No caso de Rondônia, por exemplo, a 5ª Vara Federal Ambiental e Agrária da Seção Judiciária de Rondônia determinou que a União deveria contratar 15 brigadas de combate a incêndios, com 30 brigadistas temporários cada, totalizando 450 brigadistas, com equipamentos de proteção e viaturas para atuar sob a supervisão do Instituto Brasileiro do Meio Ambiente (Ibama) no estado. A decisão foi proferida em uma ação civil pública ajuizada pelo Ministério Público Federal (MPF). A decisão de Dino, no entanto, livrou o governo federal de cumprir essa determinação.
Já nos casos do Amazonas e das duas ações do Pará, as determinações dos juízes foram mais genéricas, prevendo apenas a "implementação de plano emergencial de atendimento às principais áreas sujeitas às queimadas".
Todas as decisões suspensas por Dino haviam sido proferidas em primeira instância durante o mês de setembro. Elas foram paralisadas na semana passada.
Analistas ouvidos pela Gazeta do Povo apontam que a competência em matéria ambiental é complexa. “Não vejo como uma decisão, de caráter local e emergencial, provisória, possa impactar nos casos meramente programáticos e gerais da alçada do STF. Pelo contrário, o juízo federal local está muito mais próximo e com prevalência de interesse para deliberar a matéria”, afirma o advogado especialista em direito ambiental George Humbert.
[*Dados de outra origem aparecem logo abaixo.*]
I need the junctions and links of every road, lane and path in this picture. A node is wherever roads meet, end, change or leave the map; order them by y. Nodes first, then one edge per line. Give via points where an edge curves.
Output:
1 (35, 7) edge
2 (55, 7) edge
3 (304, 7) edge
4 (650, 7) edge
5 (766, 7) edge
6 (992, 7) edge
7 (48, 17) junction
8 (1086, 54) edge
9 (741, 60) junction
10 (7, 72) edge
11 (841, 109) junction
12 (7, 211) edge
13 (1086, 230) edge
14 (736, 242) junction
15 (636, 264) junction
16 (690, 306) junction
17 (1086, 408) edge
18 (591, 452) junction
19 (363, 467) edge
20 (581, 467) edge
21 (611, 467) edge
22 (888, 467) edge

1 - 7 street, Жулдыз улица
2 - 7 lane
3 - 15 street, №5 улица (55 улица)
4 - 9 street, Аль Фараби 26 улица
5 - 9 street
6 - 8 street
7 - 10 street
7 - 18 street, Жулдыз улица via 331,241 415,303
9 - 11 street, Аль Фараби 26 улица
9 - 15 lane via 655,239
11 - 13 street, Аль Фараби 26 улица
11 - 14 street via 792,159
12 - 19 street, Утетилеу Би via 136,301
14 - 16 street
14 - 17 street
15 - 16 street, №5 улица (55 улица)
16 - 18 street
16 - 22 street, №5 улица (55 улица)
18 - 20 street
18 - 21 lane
O consultor ambiental Samuel Souza, ex-diretor de proteção ambiental do Ibama, diz que dentro do próprio governo há distinções a serem feitas. “O Ibama é responsável pelo combate a incêndios em terras da União, como é o caso das áreas indígenas ou daquelas não destinadas. O ICMBio [Instituto Chico Mendes de Conservação da Biodiversidade], por sua vez, combate incêndios em unidades de conservação. Já os estados são responsáveis pelo combate no caso de terras particulares, por exemplo”, explicou Souza.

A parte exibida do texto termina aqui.